**TASK PROMPT:**
If a line in the data below contains "Answer", copy it.

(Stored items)
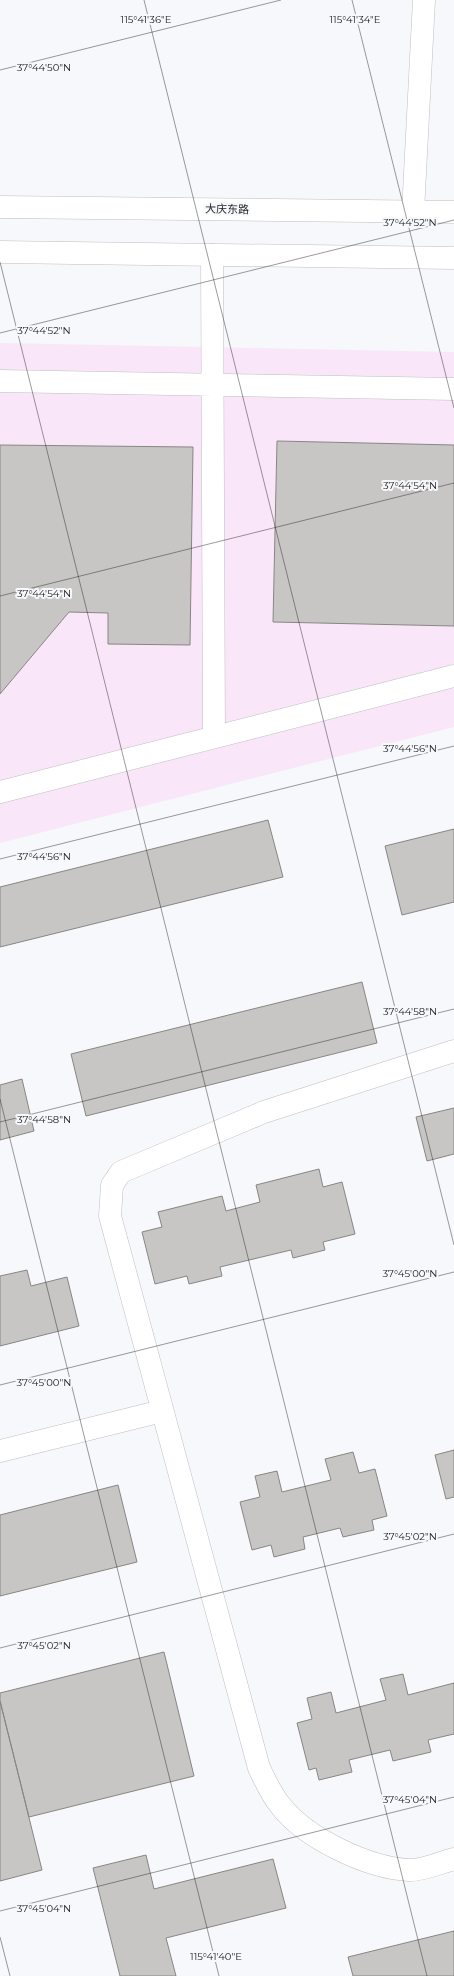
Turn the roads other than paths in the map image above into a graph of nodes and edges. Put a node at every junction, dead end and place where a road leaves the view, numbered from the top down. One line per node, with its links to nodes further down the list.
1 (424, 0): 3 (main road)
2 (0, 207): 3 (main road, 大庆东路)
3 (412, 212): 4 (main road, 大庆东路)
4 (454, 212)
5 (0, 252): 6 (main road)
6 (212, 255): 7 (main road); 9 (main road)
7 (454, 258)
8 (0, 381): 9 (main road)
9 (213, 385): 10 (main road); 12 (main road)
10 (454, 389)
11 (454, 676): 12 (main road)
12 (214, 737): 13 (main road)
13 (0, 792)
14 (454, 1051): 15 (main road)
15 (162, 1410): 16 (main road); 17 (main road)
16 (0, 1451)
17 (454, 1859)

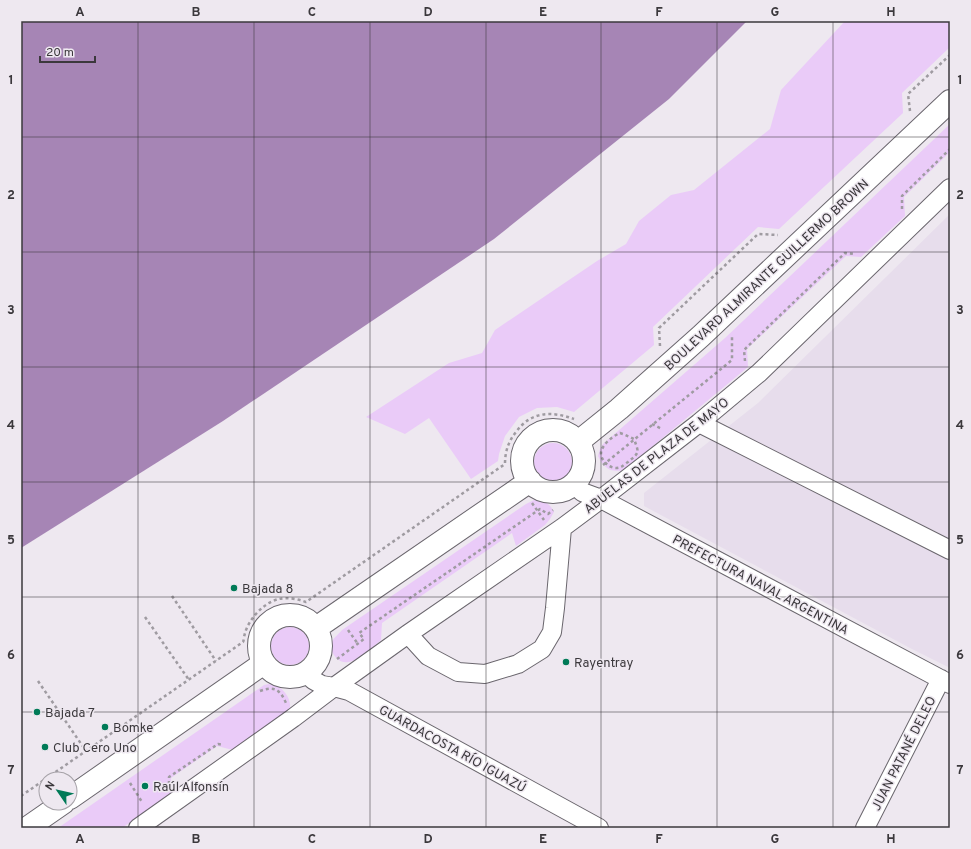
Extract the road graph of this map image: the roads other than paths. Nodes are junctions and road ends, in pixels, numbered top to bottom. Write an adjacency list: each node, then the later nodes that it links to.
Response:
---
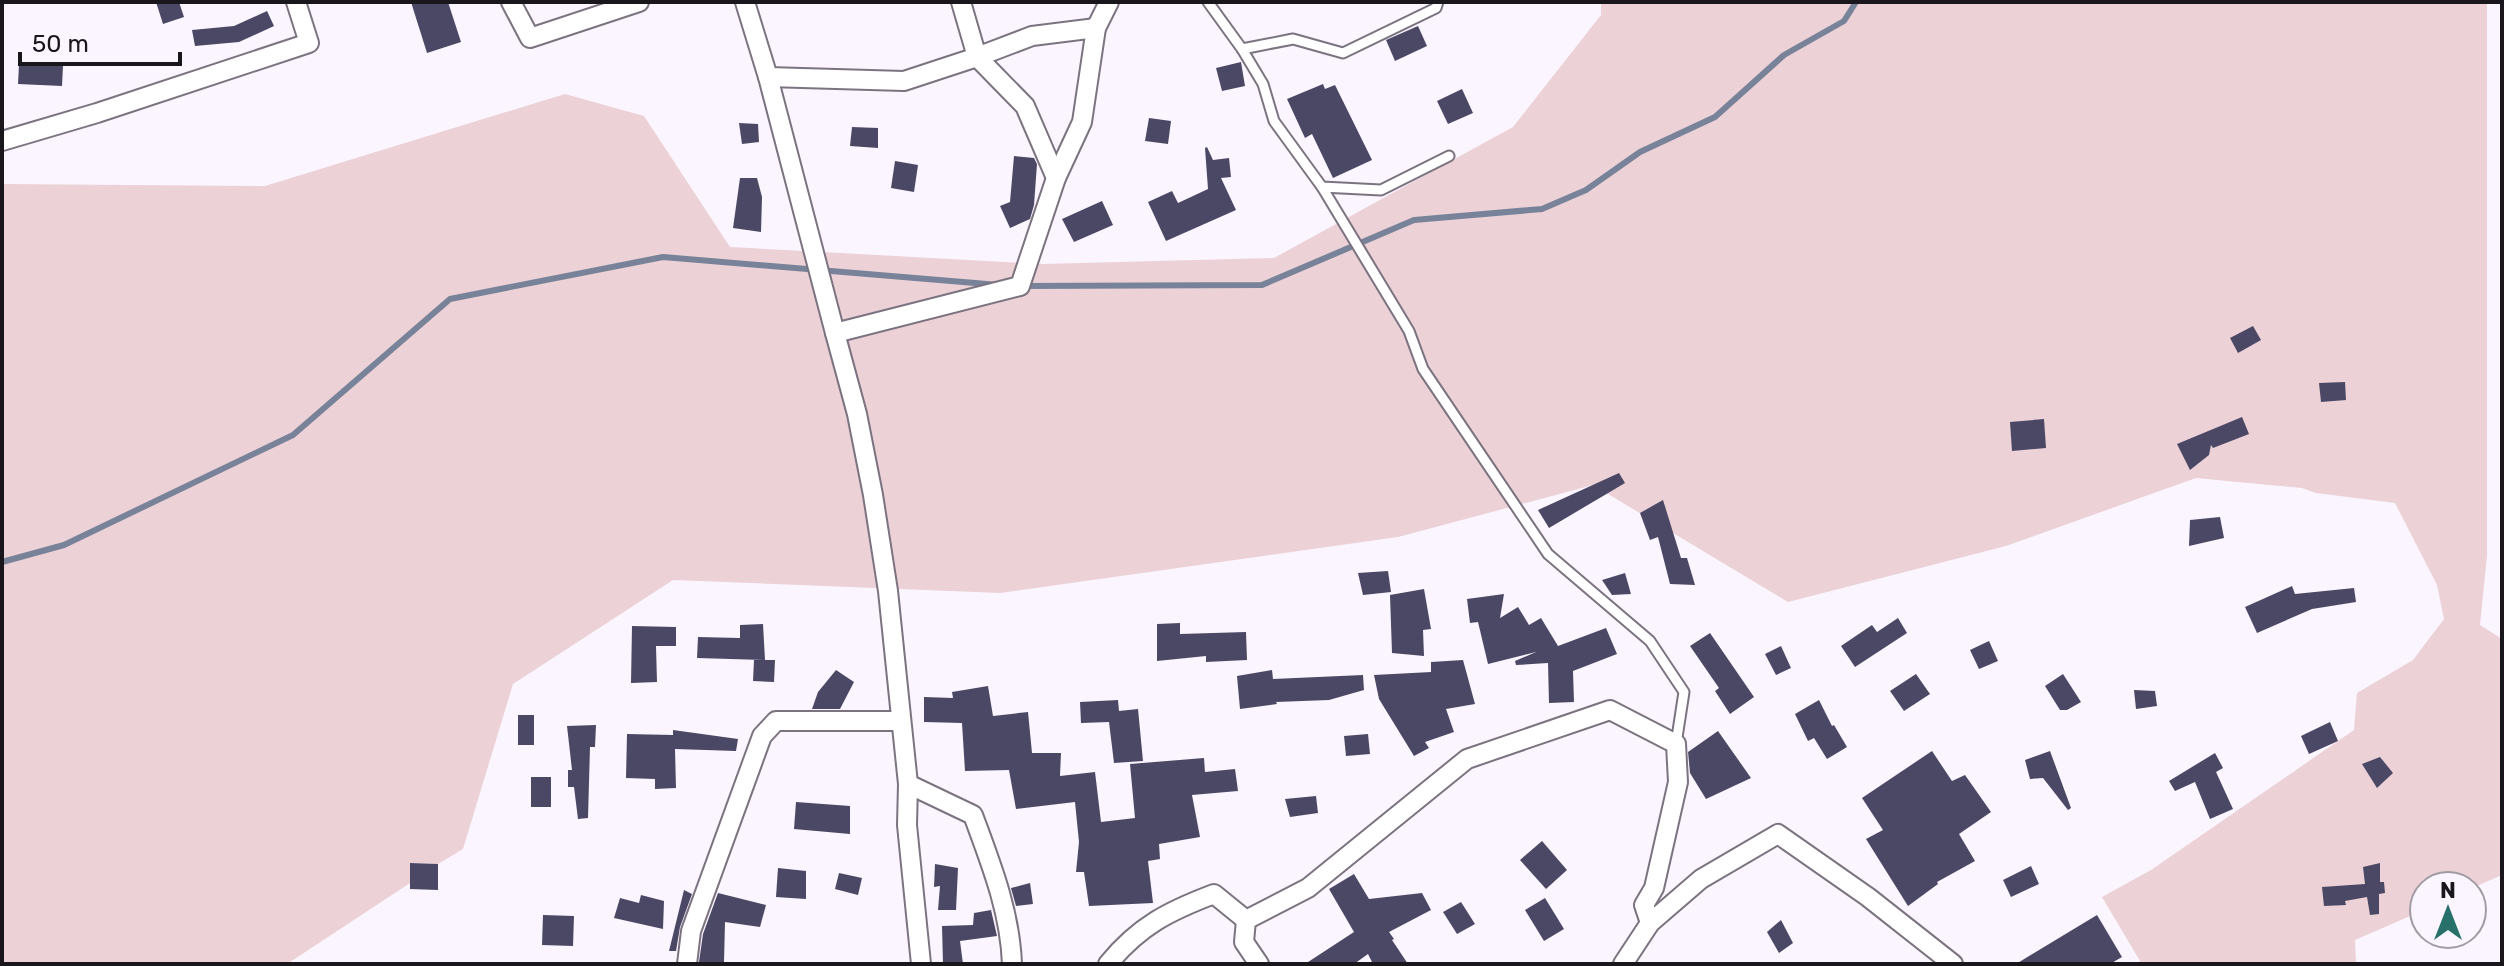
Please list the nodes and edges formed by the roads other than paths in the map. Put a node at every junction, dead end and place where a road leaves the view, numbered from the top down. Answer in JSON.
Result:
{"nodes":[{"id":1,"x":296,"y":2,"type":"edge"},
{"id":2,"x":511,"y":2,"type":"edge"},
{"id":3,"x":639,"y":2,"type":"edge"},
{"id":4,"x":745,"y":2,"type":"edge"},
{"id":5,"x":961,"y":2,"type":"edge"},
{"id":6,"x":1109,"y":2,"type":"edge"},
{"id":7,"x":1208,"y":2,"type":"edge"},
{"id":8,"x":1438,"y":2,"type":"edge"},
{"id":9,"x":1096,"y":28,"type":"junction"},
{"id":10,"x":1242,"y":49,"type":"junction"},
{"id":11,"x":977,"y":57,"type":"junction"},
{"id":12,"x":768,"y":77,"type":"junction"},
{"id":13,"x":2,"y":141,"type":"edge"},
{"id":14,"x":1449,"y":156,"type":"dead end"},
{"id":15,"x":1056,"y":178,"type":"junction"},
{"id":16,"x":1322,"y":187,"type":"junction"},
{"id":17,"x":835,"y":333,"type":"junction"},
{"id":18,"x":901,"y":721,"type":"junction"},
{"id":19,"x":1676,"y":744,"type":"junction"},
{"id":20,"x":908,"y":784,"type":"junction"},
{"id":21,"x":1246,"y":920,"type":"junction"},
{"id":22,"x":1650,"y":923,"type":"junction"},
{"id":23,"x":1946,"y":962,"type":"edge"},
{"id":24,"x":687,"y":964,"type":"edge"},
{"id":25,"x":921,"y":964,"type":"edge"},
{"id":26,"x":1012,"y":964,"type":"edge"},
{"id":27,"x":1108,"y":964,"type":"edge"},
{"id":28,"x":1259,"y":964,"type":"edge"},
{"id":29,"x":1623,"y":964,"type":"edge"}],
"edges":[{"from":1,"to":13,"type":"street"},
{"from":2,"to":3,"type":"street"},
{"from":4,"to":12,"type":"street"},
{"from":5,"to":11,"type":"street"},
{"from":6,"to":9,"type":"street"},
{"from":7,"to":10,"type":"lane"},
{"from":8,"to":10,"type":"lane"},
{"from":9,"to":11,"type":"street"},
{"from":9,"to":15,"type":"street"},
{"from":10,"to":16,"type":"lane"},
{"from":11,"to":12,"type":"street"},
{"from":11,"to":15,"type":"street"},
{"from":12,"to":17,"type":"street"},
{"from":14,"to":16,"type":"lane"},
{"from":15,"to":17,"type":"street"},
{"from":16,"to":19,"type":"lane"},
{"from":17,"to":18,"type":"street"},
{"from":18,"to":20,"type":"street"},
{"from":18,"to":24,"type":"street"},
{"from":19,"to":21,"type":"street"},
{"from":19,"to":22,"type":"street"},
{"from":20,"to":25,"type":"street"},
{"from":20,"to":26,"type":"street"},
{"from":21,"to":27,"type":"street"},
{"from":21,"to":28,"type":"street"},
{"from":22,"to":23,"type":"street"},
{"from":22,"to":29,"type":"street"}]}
* * *
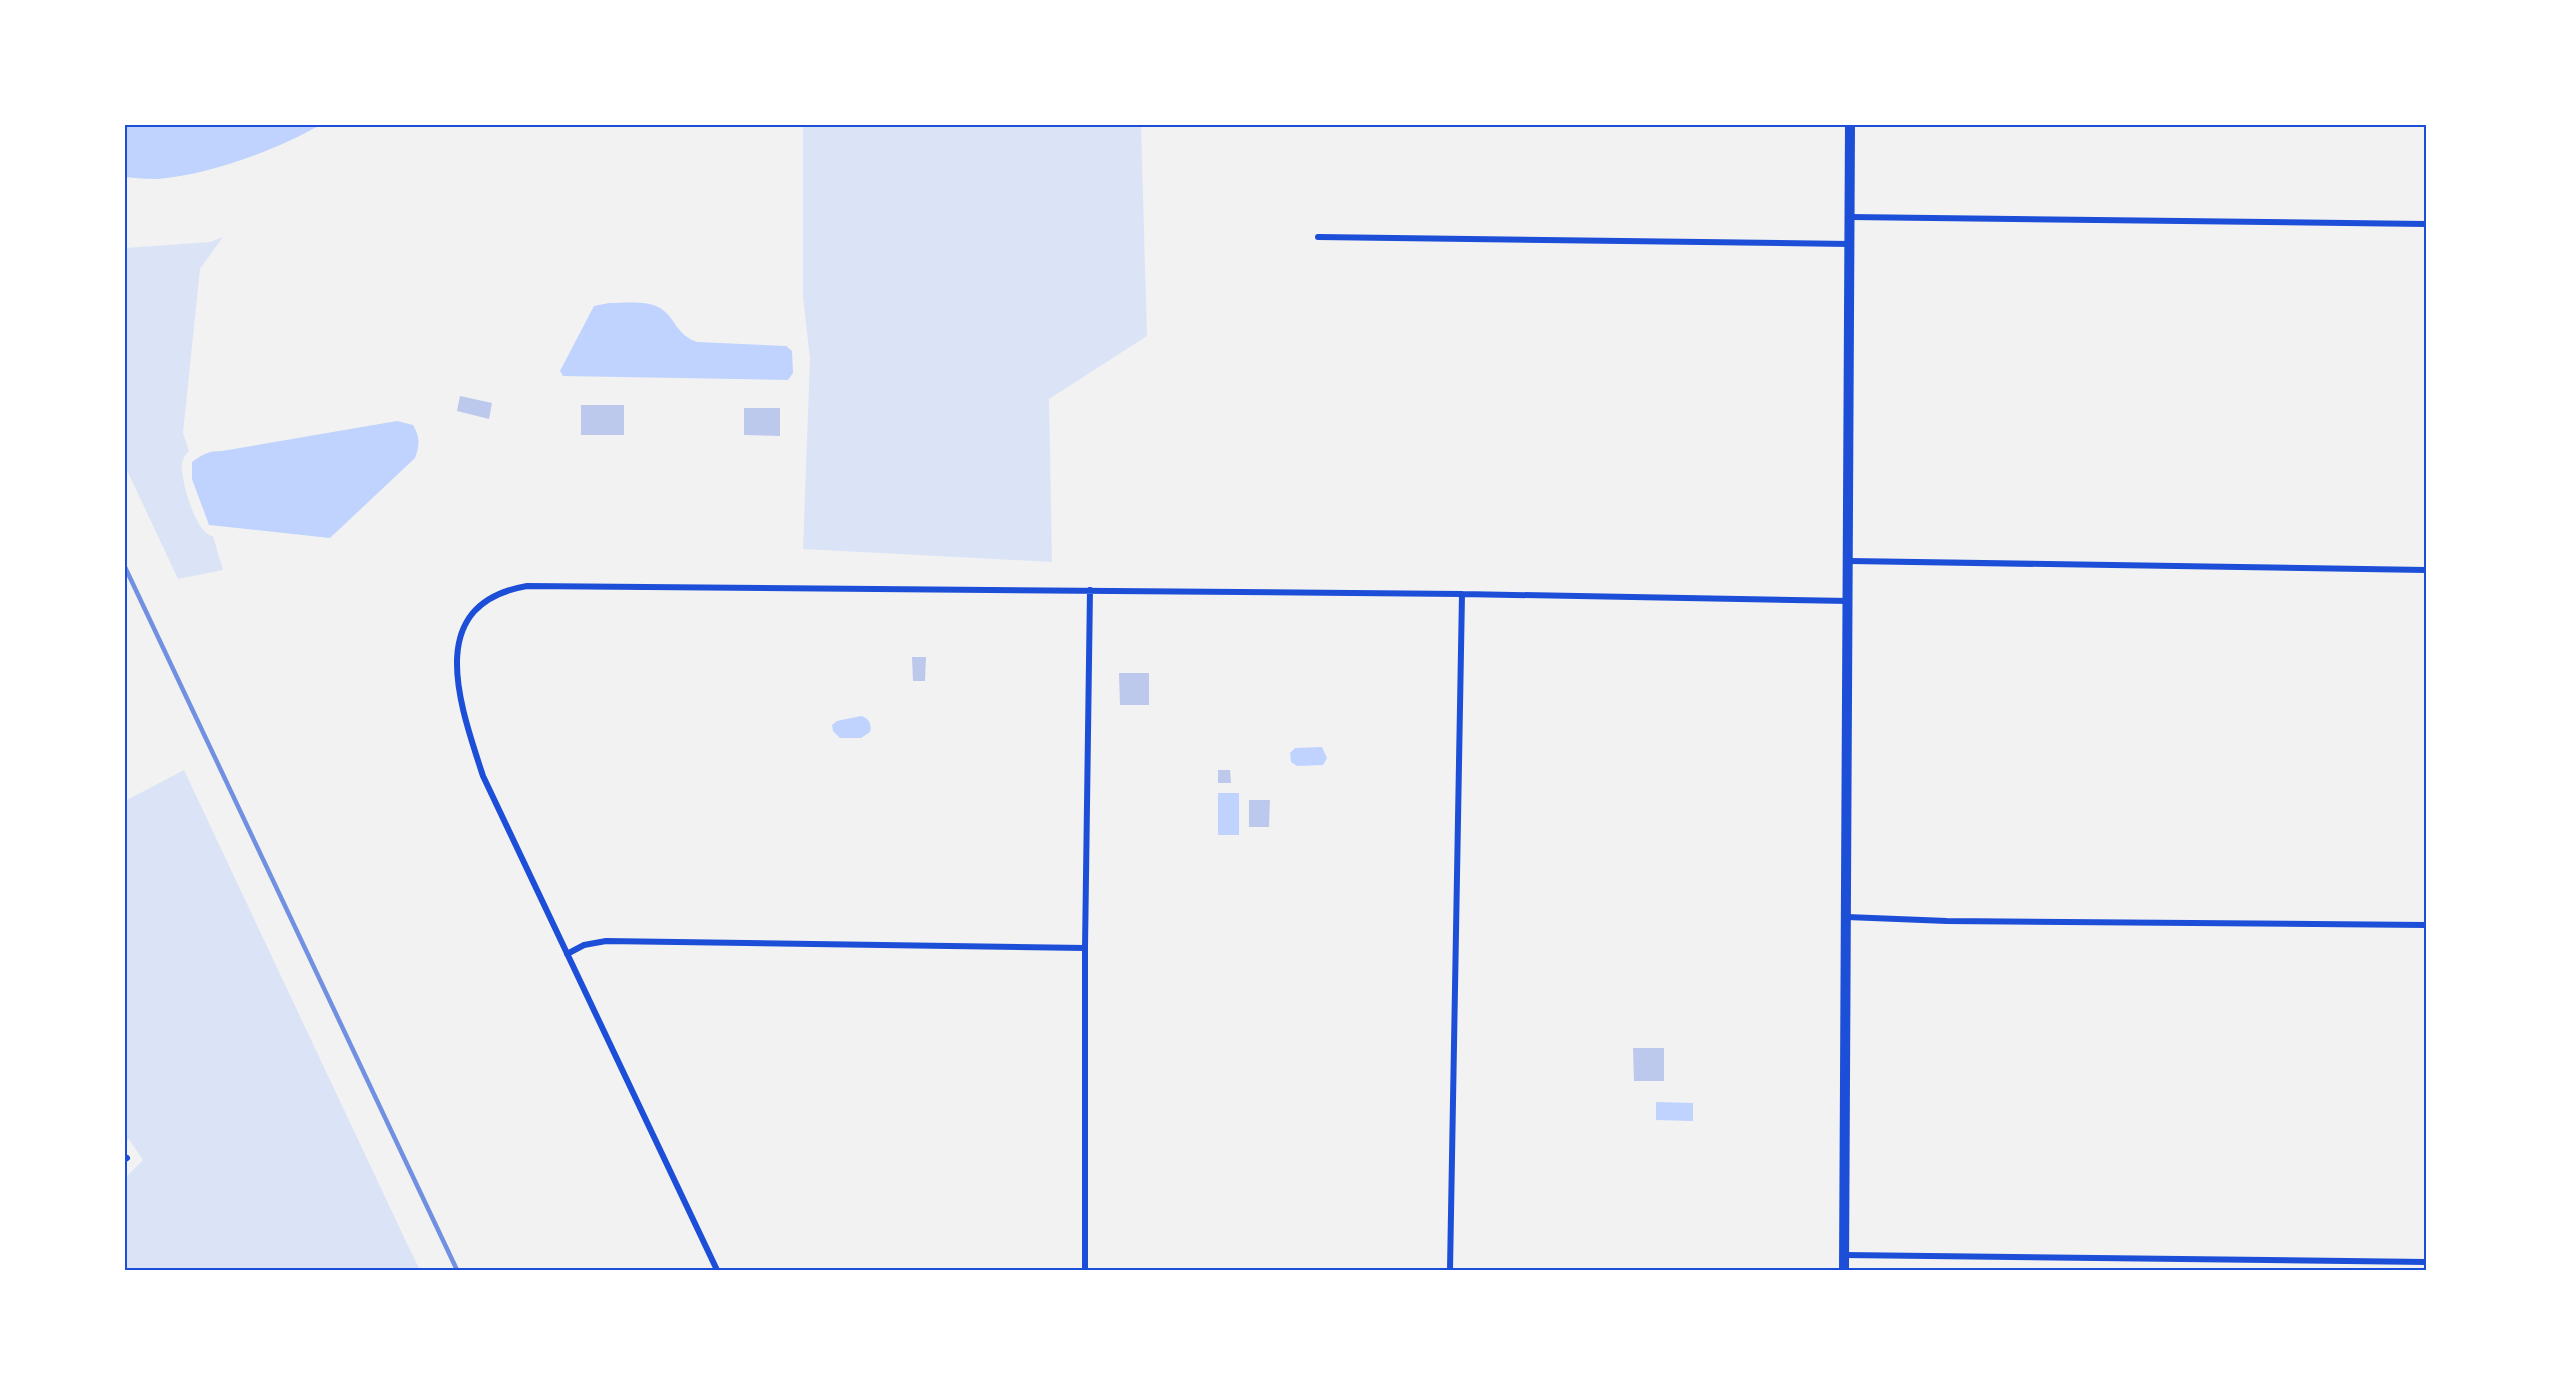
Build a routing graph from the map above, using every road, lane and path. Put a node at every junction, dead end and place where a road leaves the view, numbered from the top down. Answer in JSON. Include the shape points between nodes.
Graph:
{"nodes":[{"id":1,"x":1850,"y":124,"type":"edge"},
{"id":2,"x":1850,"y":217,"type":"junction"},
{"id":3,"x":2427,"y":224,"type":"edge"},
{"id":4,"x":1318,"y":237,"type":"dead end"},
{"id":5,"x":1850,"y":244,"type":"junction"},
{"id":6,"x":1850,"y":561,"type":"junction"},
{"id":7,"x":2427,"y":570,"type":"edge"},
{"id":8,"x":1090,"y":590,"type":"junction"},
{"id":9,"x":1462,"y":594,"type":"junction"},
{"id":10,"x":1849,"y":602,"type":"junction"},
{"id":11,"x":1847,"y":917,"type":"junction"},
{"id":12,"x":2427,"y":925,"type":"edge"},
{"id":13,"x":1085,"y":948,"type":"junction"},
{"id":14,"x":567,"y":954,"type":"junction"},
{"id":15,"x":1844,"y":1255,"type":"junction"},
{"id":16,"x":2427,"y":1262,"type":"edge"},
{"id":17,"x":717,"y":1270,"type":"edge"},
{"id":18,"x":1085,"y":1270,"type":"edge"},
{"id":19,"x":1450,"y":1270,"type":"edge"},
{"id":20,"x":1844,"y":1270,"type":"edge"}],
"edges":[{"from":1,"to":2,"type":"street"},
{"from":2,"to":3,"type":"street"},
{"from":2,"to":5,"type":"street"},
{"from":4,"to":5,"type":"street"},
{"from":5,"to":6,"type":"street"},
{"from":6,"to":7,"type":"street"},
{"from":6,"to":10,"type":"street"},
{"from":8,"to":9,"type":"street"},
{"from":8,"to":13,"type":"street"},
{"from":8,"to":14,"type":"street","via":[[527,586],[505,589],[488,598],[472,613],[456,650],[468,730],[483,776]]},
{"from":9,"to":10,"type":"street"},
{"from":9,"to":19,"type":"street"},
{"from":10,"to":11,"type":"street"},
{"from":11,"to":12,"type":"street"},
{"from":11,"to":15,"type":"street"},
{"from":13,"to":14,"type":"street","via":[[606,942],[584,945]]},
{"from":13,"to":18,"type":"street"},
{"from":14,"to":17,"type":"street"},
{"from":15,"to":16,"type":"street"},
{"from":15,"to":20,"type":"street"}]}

**COMPLETED EXERCISE:**
Please list the nodes and edges formed by the roads other than paths in the map. Put a node at every junction, dead end and place where a road leaves the view, numbered from the top down. Answer in JSON.
Build a routing graph from the map above, using every road, lane and path. Put a node at every junction, dead end and place where a road leaves the view, numbered from the top down. Answer in JSON. Include the shape points between nodes.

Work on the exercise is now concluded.